§ Problem statement
All of the entries are to be repeated exactly, with no pictures included.

┏━━

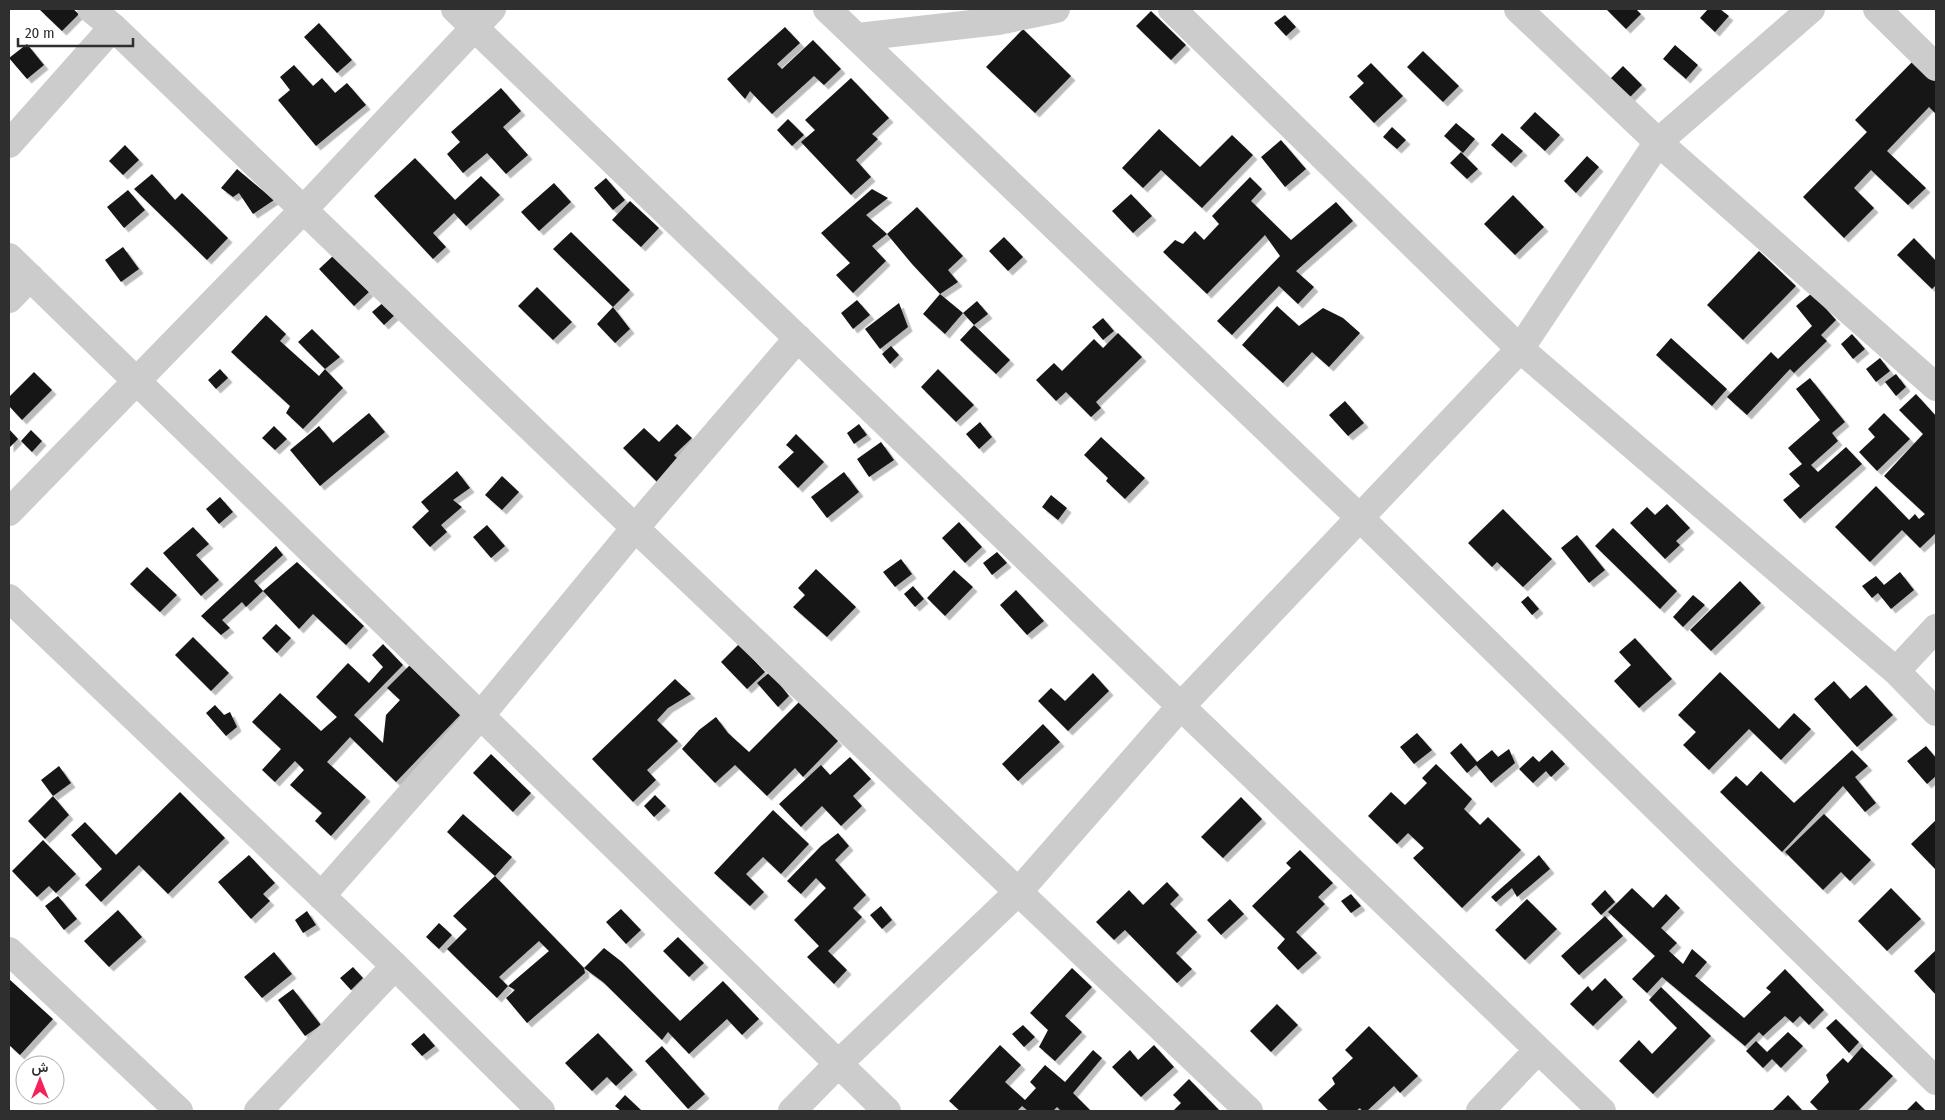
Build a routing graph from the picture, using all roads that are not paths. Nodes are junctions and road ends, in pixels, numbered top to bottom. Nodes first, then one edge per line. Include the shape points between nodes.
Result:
1 (91, 9) edge
2 (828, 9) edge
3 (1056, 9) edge
4 (1172, 9) edge
5 (1518, 9) edge
6 (1811, 9) edge
7 (1877, 9) edge
8 (474, 15) edge
9 (113, 27) junction
10 (858, 38) junction
11 (1936, 67) edge
12 (1658, 142) junction
13 (9, 144) edge
14 (304, 208) junction
15 (9, 257) edge
16 (30, 277) junction
17 (9, 299) edge
18 (798, 338) junction
19 (1520, 349) junction
20 (136, 382) junction
21 (1936, 387) edge
22 (9, 512) edge
23 (1360, 518) junction
24 (634, 528) junction
25 (9, 598) edge
26 (1936, 628) edge
27 (1896, 671) junction
28 (1180, 706) junction
29 (1936, 712) edge
30 (482, 715) junction
31 (1019, 891) junction
32 (321, 896) junction
33 (9, 951) edge
34 (395, 966) junction
35 (1538, 1050) junction
36 (838, 1064) junction
37 (1936, 1081) edge
38 (180, 1111) edge
39 (258, 1111) edge
40 (541, 1111) edge
41 (792, 1111) edge
42 (887, 1111) edge
43 (1249, 1111) edge
44 (1480, 1111) edge
45 (1602, 1111) edge

1 - 9 street
2 - 10 street
3 - 10 street via 998,21
4 - 19 street
5 - 12 street
6 - 12 street
7 - 11 street
8 - 14 street
8 - 18 street
9 - 13 street
9 - 14 street
10 - 23 street
12 - 19 street
12 - 21 street
14 - 20 street
14 - 24 street
15 - 16 street
16 - 17 street
16 - 20 street
18 - 24 street
18 - 28 street
19 - 23 street
19 - 27 street
20 - 22 street
20 - 30 street
23 - 28 street
23 - 37 street
24 - 30 street
24 - 31 street
25 - 32 street
26 - 27 street
27 - 29 street
28 - 31 street
28 - 35 street
30 - 32 street
30 - 36 street
31 - 36 street
31 - 43 street
32 - 34 street
33 - 38 street
34 - 39 street
34 - 40 street
35 - 44 street
35 - 45 street
36 - 41 street
36 - 42 street

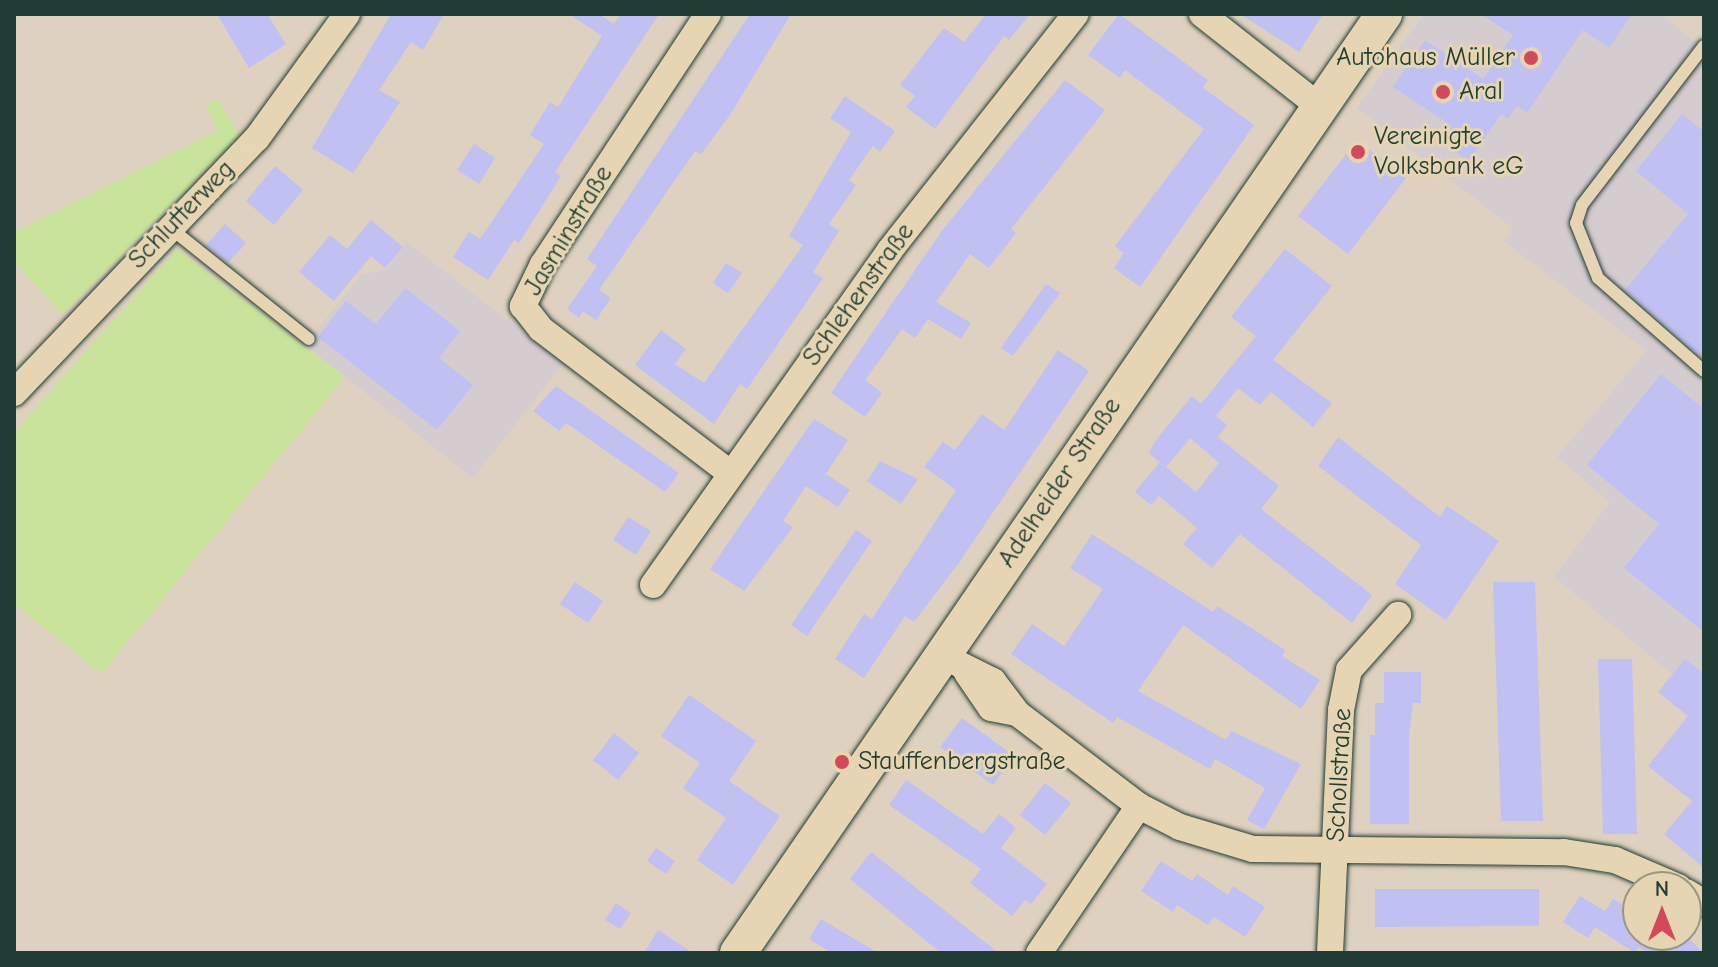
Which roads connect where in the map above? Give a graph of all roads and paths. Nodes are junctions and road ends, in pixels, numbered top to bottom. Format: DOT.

┗━━

§ Answer section
Build a routing graph from the picture, using all roads that are not paths. Nodes are junctions and road ends, in pixels, numbered top to bottom. Nodes first, then one edge per line. Include the shape points between nodes.
Result:
1 (91, 9) edge
2 (828, 9) edge
3 (1056, 9) edge
4 (1172, 9) edge
5 (1518, 9) edge
6 (1811, 9) edge
7 (1877, 9) edge
8 (474, 15) edge
9 (113, 27) junction
10 (858, 38) junction
11 (1936, 67) edge
12 (1658, 142) junction
13 (9, 144) edge
14 (304, 208) junction
15 (9, 257) edge
16 (30, 277) junction
17 (9, 299) edge
18 (798, 338) junction
19 (1520, 349) junction
20 (136, 382) junction
21 (1936, 387) edge
22 (9, 512) edge
23 (1360, 518) junction
24 (634, 528) junction
25 (9, 598) edge
26 (1936, 628) edge
27 (1896, 671) junction
28 (1180, 706) junction
29 (1936, 712) edge
30 (482, 715) junction
31 (1019, 891) junction
32 (321, 896) junction
33 (9, 951) edge
34 (395, 966) junction
35 (1538, 1050) junction
36 (838, 1064) junction
37 (1936, 1081) edge
38 (180, 1111) edge
39 (258, 1111) edge
40 (541, 1111) edge
41 (792, 1111) edge
42 (887, 1111) edge
43 (1249, 1111) edge
44 (1480, 1111) edge
45 (1602, 1111) edge

1 - 9 street
2 - 10 street
3 - 10 street via 998,21
4 - 19 street
5 - 12 street
6 - 12 street
7 - 11 street
8 - 14 street
8 - 18 street
9 - 13 street
9 - 14 street
10 - 23 street
12 - 19 street
12 - 21 street
14 - 20 street
14 - 24 street
15 - 16 street
16 - 17 street
16 - 20 street
18 - 24 street
18 - 28 street
19 - 23 street
19 - 27 street
20 - 22 street
20 - 30 street
23 - 28 street
23 - 37 street
24 - 30 street
24 - 31 street
25 - 32 street
26 - 27 street
27 - 29 street
28 - 31 street
28 - 35 street
30 - 32 street
30 - 36 street
31 - 36 street
31 - 43 street
32 - 34 street
33 - 38 street
34 - 39 street
34 - 40 street
35 - 44 street
35 - 45 street
36 - 41 street
36 - 42 street

Which roads connect where in the map above? Give a graph of all roads and paths. Nodes are junctions and road ends, in pixels, numbered top to bottom. Format: DOT.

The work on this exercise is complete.